Allow me to say something very obvious: The reality of the situation surrounding Warren’s DNA test is that there are plenty of justifiably pissed-off Natives and plenty of apathetic Natives and plenty of Natives who are keeping quiet for reasons of their own.
White people might find this hard to believe, but Indian Country is not a single mass. We are many. We are different. On hot topics, we have varied views, none of which outweigh another. And in the right hands, this piece could have been an interesting look at what happens when tribal politics overlay with national American politics. But that was never the interest of the HuffPost editors, at least not in this case, which brings me back to that fifth paragraph.

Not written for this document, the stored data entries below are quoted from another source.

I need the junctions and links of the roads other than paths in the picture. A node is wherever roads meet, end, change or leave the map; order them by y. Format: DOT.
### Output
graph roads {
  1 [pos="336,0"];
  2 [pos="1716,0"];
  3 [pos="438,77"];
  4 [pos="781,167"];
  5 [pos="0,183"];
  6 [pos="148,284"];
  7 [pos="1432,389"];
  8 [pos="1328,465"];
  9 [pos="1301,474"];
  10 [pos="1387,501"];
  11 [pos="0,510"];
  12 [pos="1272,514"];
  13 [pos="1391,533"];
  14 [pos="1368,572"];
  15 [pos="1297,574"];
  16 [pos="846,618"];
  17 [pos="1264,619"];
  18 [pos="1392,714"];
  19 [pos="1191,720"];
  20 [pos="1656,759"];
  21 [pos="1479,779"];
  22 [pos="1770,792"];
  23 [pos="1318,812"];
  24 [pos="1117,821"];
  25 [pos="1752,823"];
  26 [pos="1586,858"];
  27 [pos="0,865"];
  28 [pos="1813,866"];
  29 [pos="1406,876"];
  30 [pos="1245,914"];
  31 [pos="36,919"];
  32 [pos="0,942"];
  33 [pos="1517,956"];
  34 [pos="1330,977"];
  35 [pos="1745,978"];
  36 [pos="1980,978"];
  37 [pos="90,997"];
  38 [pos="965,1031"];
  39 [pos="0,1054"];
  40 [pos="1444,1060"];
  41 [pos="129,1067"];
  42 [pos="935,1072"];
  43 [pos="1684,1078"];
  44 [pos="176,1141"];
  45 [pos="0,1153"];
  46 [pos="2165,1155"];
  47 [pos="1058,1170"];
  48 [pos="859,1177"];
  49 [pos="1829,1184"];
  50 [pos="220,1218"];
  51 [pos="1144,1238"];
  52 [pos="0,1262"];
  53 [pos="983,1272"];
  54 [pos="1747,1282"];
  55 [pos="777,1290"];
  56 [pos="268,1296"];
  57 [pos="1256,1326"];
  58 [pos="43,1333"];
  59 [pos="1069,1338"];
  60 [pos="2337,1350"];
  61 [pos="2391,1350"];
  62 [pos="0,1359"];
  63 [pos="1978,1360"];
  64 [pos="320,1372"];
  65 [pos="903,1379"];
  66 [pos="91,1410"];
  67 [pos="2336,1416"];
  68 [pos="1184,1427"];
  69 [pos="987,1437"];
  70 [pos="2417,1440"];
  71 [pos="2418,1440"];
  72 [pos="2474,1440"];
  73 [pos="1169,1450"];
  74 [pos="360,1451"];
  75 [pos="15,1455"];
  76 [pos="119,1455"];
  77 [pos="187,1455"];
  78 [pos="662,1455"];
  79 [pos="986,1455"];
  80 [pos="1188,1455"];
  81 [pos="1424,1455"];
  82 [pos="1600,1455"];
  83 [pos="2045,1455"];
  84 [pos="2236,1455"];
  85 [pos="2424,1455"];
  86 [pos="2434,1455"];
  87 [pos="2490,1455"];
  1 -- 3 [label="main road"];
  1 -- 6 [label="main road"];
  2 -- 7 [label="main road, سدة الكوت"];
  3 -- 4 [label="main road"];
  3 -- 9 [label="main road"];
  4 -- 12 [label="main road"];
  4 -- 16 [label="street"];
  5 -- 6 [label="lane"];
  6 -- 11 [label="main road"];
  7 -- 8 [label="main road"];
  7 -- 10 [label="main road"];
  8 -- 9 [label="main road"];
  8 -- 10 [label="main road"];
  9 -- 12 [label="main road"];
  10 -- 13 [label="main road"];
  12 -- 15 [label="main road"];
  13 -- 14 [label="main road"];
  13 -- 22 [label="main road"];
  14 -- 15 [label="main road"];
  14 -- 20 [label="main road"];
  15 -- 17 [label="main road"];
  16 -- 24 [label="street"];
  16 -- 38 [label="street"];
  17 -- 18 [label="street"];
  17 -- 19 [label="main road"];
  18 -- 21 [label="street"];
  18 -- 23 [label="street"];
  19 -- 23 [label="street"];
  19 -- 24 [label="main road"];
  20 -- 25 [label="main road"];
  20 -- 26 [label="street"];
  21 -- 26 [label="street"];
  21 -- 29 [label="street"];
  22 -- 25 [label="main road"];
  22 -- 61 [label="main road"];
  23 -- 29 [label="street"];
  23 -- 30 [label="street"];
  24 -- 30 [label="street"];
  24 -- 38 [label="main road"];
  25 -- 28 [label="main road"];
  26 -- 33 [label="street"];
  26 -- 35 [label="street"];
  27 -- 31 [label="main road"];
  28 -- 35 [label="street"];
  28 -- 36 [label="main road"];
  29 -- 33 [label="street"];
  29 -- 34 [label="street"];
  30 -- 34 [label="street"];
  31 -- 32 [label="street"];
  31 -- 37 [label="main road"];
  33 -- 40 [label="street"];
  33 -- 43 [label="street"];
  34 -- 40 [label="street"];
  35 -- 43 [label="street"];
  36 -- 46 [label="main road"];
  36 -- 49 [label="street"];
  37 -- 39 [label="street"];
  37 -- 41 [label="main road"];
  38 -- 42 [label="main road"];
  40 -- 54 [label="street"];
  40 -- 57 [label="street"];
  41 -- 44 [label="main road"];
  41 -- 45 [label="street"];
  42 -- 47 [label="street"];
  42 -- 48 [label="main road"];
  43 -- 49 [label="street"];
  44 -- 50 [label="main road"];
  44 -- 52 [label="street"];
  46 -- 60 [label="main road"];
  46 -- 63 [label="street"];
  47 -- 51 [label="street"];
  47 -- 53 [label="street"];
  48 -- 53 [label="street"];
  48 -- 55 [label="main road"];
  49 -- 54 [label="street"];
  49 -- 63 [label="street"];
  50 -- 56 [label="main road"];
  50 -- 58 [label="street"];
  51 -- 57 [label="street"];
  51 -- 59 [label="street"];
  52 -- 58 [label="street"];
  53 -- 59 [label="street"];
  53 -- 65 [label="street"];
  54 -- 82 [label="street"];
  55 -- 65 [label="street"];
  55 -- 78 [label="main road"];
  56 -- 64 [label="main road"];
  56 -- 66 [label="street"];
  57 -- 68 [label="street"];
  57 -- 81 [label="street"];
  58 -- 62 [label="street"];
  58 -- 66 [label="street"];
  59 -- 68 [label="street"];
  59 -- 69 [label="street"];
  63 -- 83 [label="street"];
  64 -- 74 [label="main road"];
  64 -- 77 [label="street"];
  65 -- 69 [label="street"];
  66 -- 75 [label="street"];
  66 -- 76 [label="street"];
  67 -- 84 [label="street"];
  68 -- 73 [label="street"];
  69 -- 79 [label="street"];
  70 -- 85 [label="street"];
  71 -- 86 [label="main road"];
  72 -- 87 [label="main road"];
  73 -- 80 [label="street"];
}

When Bendery uses the words “tribal chiefs and Native people,” it is plain that the publication was not interested in exploring the variety of views from all Native people. It offhandedly acknowledges that there is some very real anger out there about Warren, which it does by mentioning two Native-written op-eds, but its constant refrain is that that the mainstream media is ignoring an apathetic consensus in favor of manufactured rage. And the insistence on creating that consensus leads me to ask — am I not a Native person? Is Rebecca Nagle not Native? Is Dr. Adrienne Keene not? What about Graham Lee Brewer? How about Nick Estes? Or Simone Moya-Smith? Or anyone else on the literal syllabus crafted by three Native writers and activists meant to assist non-Native media outlets and curious individuals? Is our rage not real? Does it not count?
The answer to all of these questions is, obviously, no. Our voices, our rage, and our refusal to kowtow to the idea that only a handful of tribal leaders that speak to a publication speak for all of Indian Country, are widely published, and thus they cannot be erased.
But they can, as HuffPost proved, be ignored if they prove inconvenient.